WHAT TO PRODUCE – Please reproduce the data below exactly, from the first line to the last.
[DATA — start]
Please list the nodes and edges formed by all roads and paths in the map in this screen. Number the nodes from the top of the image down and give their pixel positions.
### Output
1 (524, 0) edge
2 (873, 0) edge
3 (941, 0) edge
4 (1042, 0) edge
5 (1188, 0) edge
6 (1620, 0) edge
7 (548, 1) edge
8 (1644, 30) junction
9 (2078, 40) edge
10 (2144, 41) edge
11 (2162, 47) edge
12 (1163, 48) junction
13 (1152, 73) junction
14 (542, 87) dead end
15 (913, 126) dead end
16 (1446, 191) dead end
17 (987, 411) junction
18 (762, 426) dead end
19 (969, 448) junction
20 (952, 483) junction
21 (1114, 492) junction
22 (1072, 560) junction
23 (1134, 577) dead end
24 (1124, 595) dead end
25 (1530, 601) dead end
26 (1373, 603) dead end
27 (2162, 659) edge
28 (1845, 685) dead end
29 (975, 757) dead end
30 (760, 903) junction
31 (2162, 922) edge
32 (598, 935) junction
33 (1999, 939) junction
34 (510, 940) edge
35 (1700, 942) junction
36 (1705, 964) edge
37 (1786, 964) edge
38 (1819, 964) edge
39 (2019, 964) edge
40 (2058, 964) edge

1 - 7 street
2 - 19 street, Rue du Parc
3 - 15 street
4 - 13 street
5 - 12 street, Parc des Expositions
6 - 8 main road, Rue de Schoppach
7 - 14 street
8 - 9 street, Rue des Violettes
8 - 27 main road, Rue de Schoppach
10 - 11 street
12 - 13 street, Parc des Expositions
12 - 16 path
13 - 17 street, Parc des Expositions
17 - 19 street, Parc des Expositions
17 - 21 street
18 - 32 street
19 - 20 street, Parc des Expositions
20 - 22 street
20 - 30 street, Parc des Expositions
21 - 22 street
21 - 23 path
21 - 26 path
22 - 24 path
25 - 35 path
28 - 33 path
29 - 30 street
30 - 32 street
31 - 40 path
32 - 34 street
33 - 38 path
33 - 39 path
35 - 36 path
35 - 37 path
[DATA — finish]
TASK RESPONSE –
Please list the nodes and edges formed by all roads and paths in the map in this screen. Number the nodes from the top of the image down and give their pixel positions.
### Output
1 (524, 0) edge
2 (873, 0) edge
3 (941, 0) edge
4 (1042, 0) edge
5 (1188, 0) edge
6 (1620, 0) edge
7 (548, 1) edge
8 (1644, 30) junction
9 (2078, 40) edge
10 (2144, 41) edge
11 (2162, 47) edge
12 (1163, 48) junction
13 (1152, 73) junction
14 (542, 87) dead end
15 (913, 126) dead end
16 (1446, 191) dead end
17 (987, 411) junction
18 (762, 426) dead end
19 (969, 448) junction
20 (952, 483) junction
21 (1114, 492) junction
22 (1072, 560) junction
23 (1134, 577) dead end
24 (1124, 595) dead end
25 (1530, 601) dead end
26 (1373, 603) dead end
27 (2162, 659) edge
28 (1845, 685) dead end
29 (975, 757) dead end
30 (760, 903) junction
31 (2162, 922) edge
32 (598, 935) junction
33 (1999, 939) junction
34 (510, 940) edge
35 (1700, 942) junction
36 (1705, 964) edge
37 (1786, 964) edge
38 (1819, 964) edge
39 (2019, 964) edge
40 (2058, 964) edge

1 - 7 street
2 - 19 street, Rue du Parc
3 - 15 street
4 - 13 street
5 - 12 street, Parc des Expositions
6 - 8 main road, Rue de Schoppach
7 - 14 street
8 - 9 street, Rue des Violettes
8 - 27 main road, Rue de Schoppach
10 - 11 street
12 - 13 street, Parc des Expositions
12 - 16 path
13 - 17 street, Parc des Expositions
17 - 19 street, Parc des Expositions
17 - 21 street
18 - 32 street
19 - 20 street, Parc des Expositions
20 - 22 street
20 - 30 street, Parc des Expositions
21 - 22 street
21 - 23 path
21 - 26 path
22 - 24 path
25 - 35 path
28 - 33 path
29 - 30 street
30 - 32 street
31 - 40 path
32 - 34 street
33 - 38 path
33 - 39 path
35 - 36 path
35 - 37 path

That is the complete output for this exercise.